Task instructions:
Scan the entries below and give the number of lines containing "Central", with no accompanying words.

Information:
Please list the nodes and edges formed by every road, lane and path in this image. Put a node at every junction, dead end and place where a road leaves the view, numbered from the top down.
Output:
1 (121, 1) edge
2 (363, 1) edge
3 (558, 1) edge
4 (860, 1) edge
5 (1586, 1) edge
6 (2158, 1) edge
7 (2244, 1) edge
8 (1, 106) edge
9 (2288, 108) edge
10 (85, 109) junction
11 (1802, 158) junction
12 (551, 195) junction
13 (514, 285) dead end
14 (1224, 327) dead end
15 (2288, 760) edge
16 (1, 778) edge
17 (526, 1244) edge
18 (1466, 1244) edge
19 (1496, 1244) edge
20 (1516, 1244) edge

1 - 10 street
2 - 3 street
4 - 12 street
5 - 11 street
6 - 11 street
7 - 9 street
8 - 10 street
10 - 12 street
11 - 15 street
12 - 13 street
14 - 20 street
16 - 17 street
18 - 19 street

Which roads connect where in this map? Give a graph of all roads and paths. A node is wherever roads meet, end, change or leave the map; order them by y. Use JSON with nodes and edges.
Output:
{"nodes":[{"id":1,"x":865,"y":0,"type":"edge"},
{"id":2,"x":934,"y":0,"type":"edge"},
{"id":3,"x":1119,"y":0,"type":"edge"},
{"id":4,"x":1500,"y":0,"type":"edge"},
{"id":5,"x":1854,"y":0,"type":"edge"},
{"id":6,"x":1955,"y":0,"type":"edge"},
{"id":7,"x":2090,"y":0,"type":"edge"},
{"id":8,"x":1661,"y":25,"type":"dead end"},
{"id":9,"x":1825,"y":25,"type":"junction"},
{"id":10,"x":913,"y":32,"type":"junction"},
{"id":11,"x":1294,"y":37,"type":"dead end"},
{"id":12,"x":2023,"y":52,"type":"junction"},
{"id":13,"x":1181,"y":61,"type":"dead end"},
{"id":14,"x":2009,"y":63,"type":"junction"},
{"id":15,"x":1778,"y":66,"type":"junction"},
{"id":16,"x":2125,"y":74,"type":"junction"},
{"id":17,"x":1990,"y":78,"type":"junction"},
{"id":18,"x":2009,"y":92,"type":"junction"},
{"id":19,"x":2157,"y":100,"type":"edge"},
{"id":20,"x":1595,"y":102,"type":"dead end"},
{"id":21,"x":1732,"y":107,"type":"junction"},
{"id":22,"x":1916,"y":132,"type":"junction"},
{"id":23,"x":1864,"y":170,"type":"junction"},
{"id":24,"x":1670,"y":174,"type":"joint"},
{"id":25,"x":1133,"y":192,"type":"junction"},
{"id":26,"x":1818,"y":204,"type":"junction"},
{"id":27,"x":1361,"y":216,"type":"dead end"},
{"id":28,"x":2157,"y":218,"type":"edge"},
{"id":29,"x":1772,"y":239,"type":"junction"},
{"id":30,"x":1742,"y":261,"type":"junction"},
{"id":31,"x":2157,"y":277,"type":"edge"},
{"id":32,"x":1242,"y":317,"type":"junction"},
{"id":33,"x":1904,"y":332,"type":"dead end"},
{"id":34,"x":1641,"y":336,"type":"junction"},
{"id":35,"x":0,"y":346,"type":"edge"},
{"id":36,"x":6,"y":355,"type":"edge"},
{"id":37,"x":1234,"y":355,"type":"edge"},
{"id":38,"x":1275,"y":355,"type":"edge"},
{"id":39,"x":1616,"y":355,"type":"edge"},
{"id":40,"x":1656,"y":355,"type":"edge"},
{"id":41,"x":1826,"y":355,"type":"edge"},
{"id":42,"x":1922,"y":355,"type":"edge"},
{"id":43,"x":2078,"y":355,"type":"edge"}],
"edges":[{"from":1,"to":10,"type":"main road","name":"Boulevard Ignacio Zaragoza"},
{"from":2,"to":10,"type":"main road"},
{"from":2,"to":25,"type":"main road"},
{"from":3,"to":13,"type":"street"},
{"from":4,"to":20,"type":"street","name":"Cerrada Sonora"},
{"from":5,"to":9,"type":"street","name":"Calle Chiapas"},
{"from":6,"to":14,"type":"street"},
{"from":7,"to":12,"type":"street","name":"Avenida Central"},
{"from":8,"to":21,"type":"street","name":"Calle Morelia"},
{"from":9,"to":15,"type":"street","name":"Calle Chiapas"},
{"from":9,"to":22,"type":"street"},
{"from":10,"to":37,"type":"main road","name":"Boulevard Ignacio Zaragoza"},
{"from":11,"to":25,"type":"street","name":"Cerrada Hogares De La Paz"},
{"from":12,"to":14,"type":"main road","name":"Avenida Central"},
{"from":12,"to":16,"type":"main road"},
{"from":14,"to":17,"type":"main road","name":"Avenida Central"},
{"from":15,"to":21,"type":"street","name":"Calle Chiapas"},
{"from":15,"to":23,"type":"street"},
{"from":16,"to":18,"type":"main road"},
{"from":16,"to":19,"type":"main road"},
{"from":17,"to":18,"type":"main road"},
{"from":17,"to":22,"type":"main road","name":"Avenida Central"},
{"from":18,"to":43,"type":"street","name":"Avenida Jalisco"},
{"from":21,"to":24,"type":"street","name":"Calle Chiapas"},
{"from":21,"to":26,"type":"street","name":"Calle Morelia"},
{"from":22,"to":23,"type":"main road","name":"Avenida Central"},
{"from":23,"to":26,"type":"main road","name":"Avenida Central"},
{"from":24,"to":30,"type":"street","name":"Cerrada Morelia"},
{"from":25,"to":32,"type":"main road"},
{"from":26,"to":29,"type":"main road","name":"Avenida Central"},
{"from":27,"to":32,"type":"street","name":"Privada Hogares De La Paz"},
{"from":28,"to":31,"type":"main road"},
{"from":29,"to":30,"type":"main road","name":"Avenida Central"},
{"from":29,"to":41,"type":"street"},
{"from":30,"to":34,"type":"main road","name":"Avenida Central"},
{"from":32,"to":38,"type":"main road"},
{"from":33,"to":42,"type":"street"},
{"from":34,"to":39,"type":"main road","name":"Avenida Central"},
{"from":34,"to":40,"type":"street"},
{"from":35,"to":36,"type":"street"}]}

Task solution:
10